Mais la lutte de la classe bourgeoise pour dominer coûte que coûte, produisant
une aliénation croissante, contraint les prolétaires à s’en prendre
enfin au prolétariat et non plus à la bourgeoisie. Voilà le vrai malheur de la
bourgeoisie. Déjà des gouvernements se mettent en grève, ils boudent comme de
mauvais garnements qui estimeraient que l’on ne prête pas assez d’attention à
leurs grossièretés.
35. La
question centrale.
La
marchandise et l’État nous ont rendus si sots et si bornés que le seul langage
intelligible que nous parlions est celui de nos objets dans leurs rapports
mutuels. Nous sommes incapables de comprendre un langage humain et celui-ci n’a
aucun effet sur nous. D’un côté il est considéré et ressenti comme une
supplication, comme une imploration et par conséquent comme une humiliation
exprimée dans la honte et l’abaissement. De l’autre côté, il est entendu comme
une insolence, comme une folie, comme une menace, et il est rejeté comme tel.

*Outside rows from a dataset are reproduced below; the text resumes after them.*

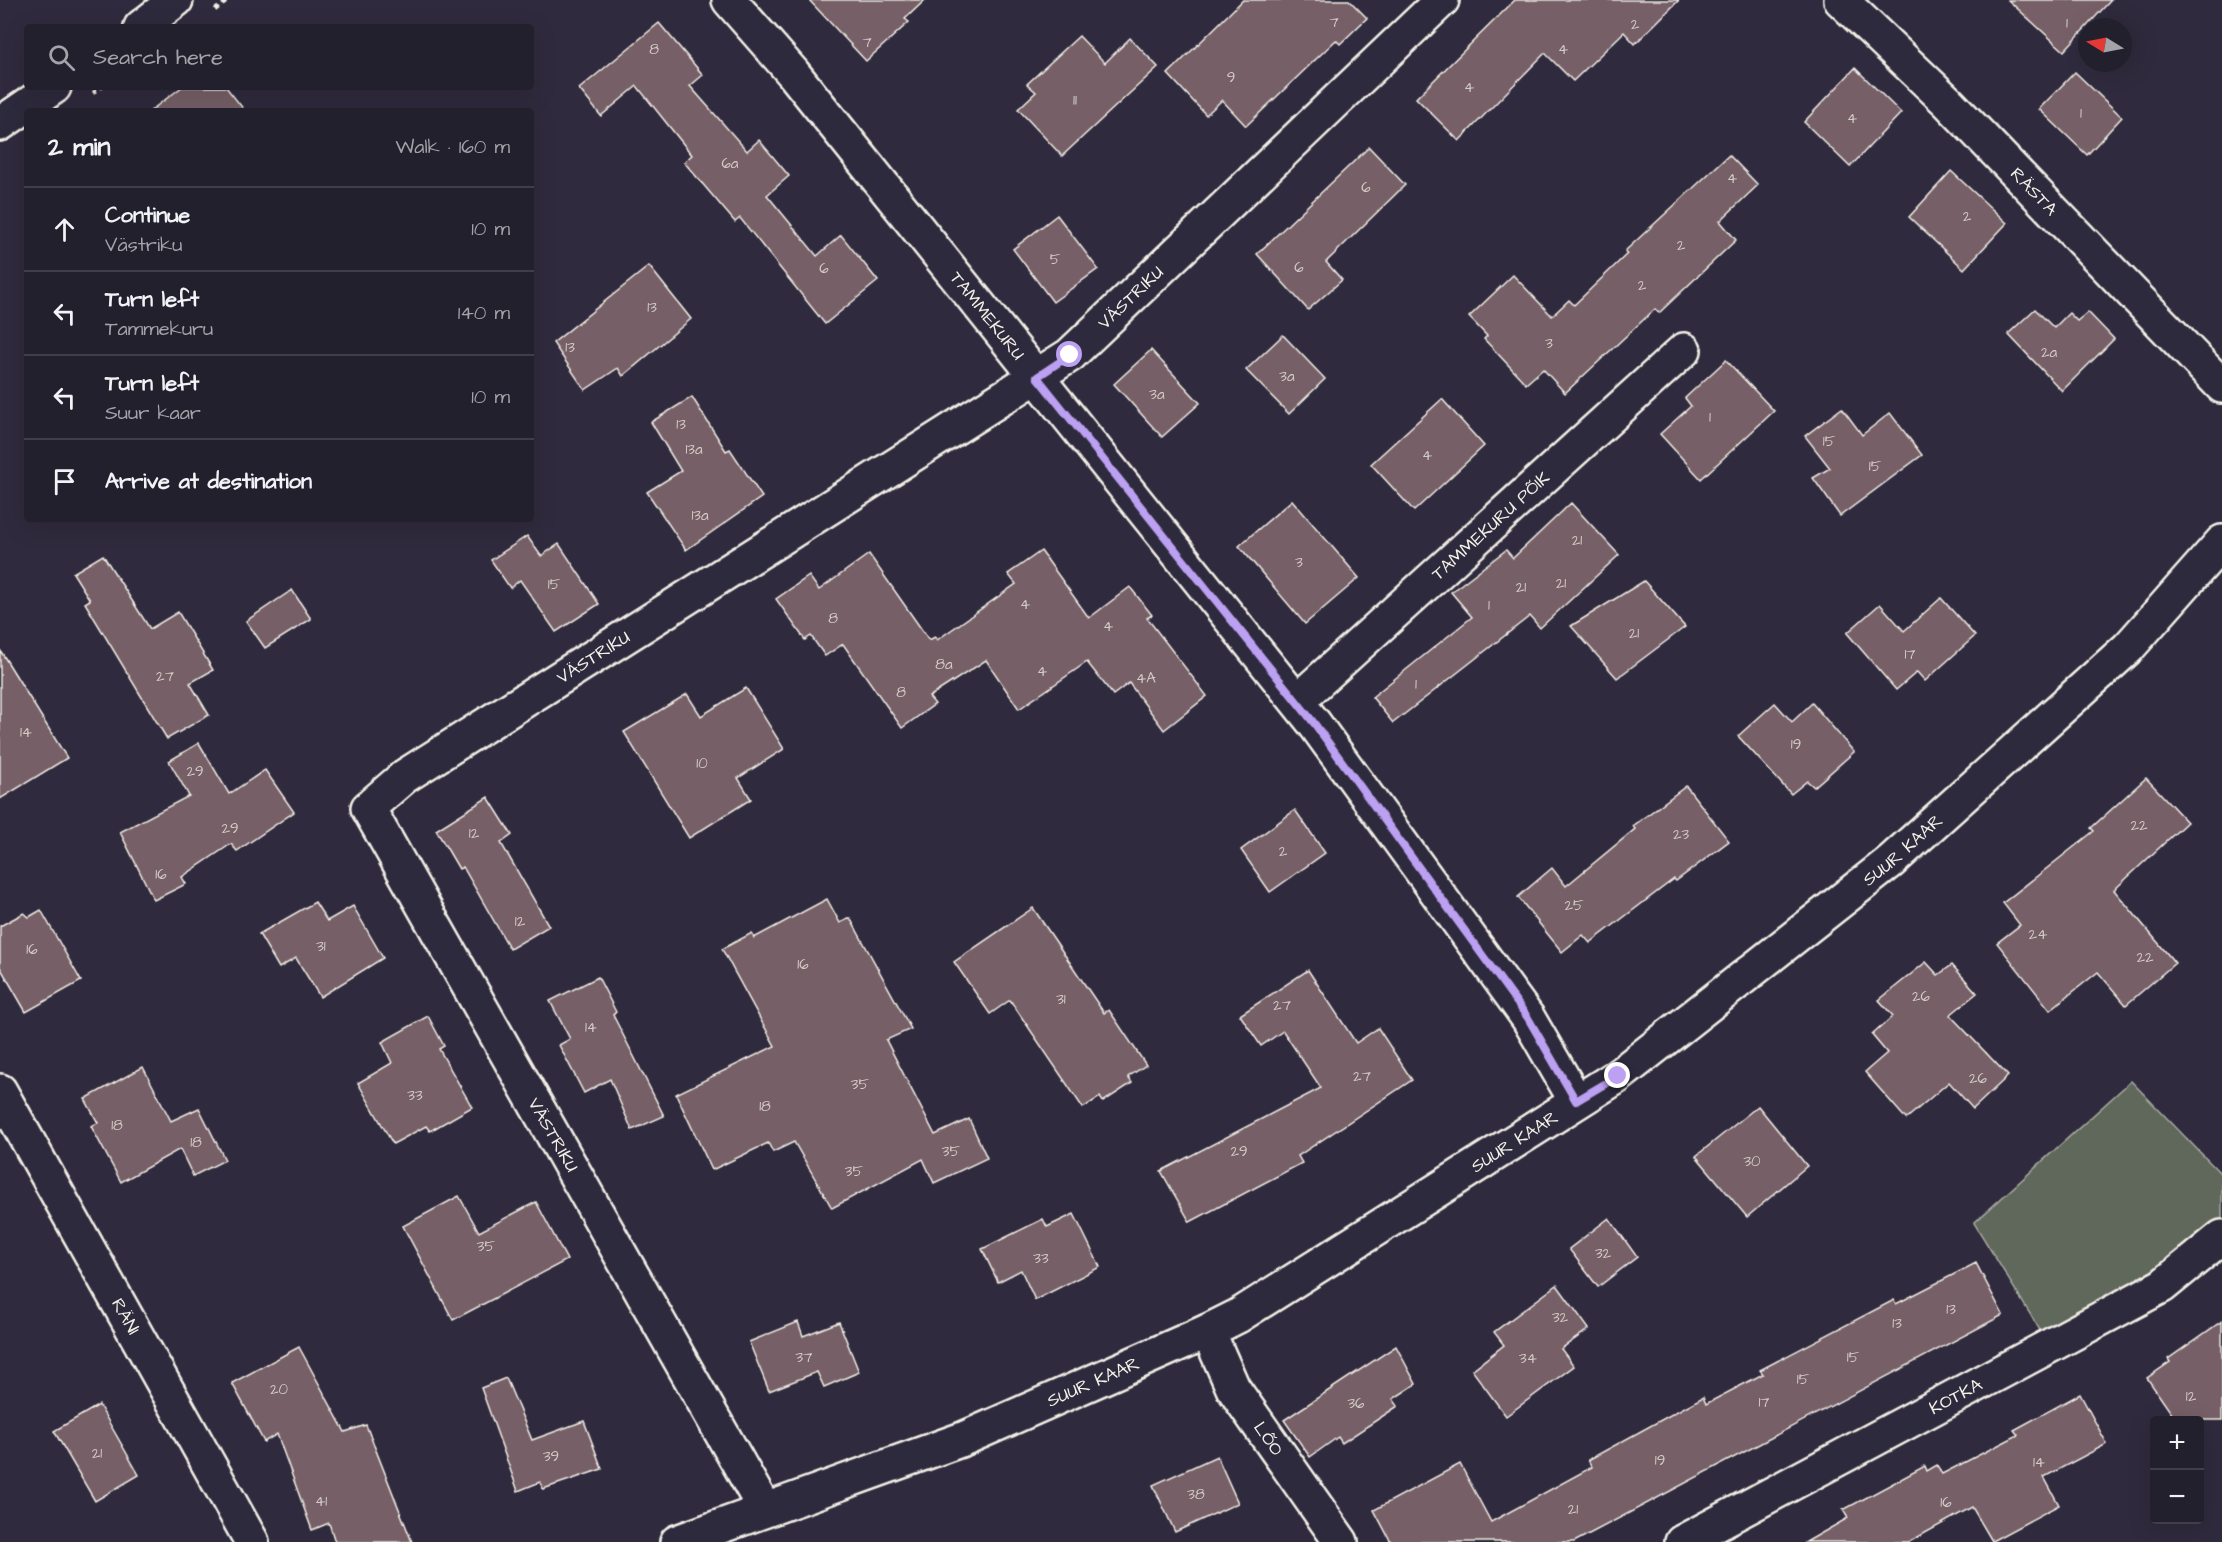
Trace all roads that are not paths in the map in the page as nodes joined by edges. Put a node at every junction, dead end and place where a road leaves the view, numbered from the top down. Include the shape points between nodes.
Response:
1 (176, 0) edge
2 (729, 0) edge
3 (1443, 0) edge
4 (1841, 0) edge
5 (145, 24) edge
6 (50, 90) edge
7 (0, 123) edge
8 (1684, 350) dead end
9 (1037, 377) junction
10 (2222, 386) edge
11 (2222, 542) edge
12 (1297, 701) junction
13 (0, 1091) edge
14 (1576, 1101) junction
15 (2222, 1237) edge
16 (1208, 1331) junction
17 (765, 1510) junction
18 (252, 1542) edge
19 (677, 1542) edge
20 (1341, 1542) edge
21 (1682, 1542) edge

1 - 5 street
2 - 9 street, TAMMEKURU via 800,82
3 - 9 street, VÄSTRIKU via 1070,355
4 - 10 street, RÄSTA via 1948,102
6 - 7 street
8 - 12 street, TAMMEKURU PÕIK
9 - 12 street, TAMMEKURU
9 - 17 street, VÄSTRIKU via 414,770 368,808
11 - 14 street, SUUR KAAR via 2128,648 1890,862 1618,1076
12 - 14 street, TAMMEKURU via 1528,1018
13 - 18 street, RÄNI
14 - 16 street, SUUR KAAR via 1238,1316
15 - 21 street, KOTKA via 2162,1286
16 - 17 street, SUUR KAAR via 963,1439
16 - 20 street, LÕO via 1233,1388
17 - 19 street, SUUR KAAR

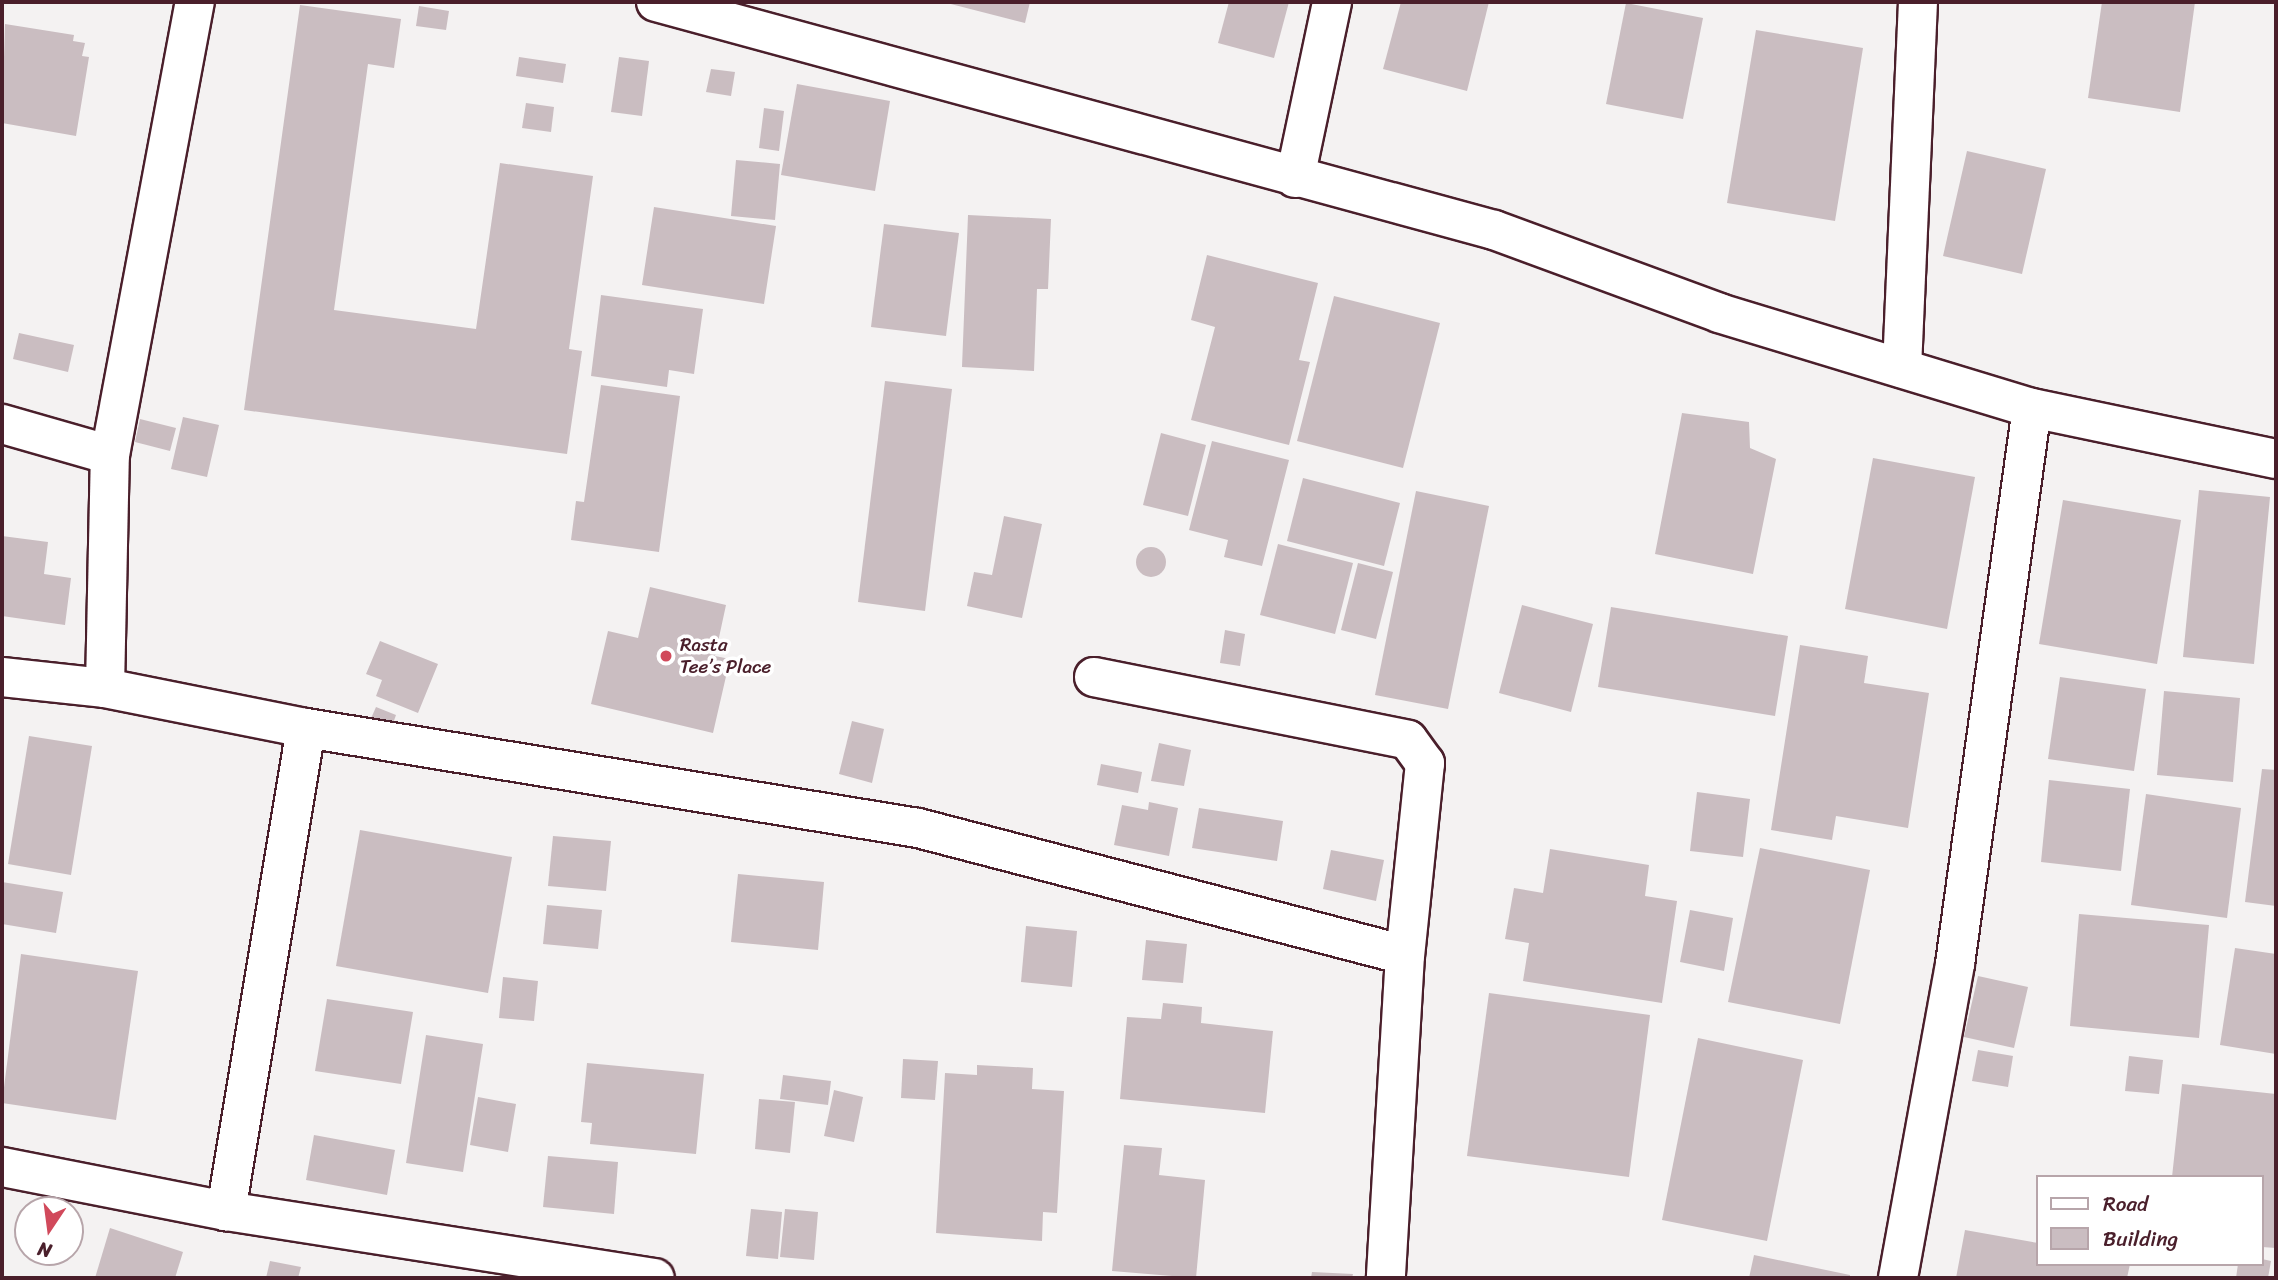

Nous sommes tellement aliénés que le langage intime de notre essence humaine
apparaît comme un outrage à la dignité humaine, tandis que le langage aliéné
des marchandises nous paraît exprimer la dignité même de l’homme confirmée dans
ses droits, confiante en elle-même et se reconnaissant comme telle. Pourquoi
les gens ne peuvent-ils pas se parler dans les lieux publics si mal
nommés ? Voilà quelle est la question unique, fondamentale qui contient en
elle toutes les autres. Toute autre question qui prétend avoir de l’intérêt
pour elle-même est une imposture, un réformisme, une manœuvre de diversion de l’ennemi.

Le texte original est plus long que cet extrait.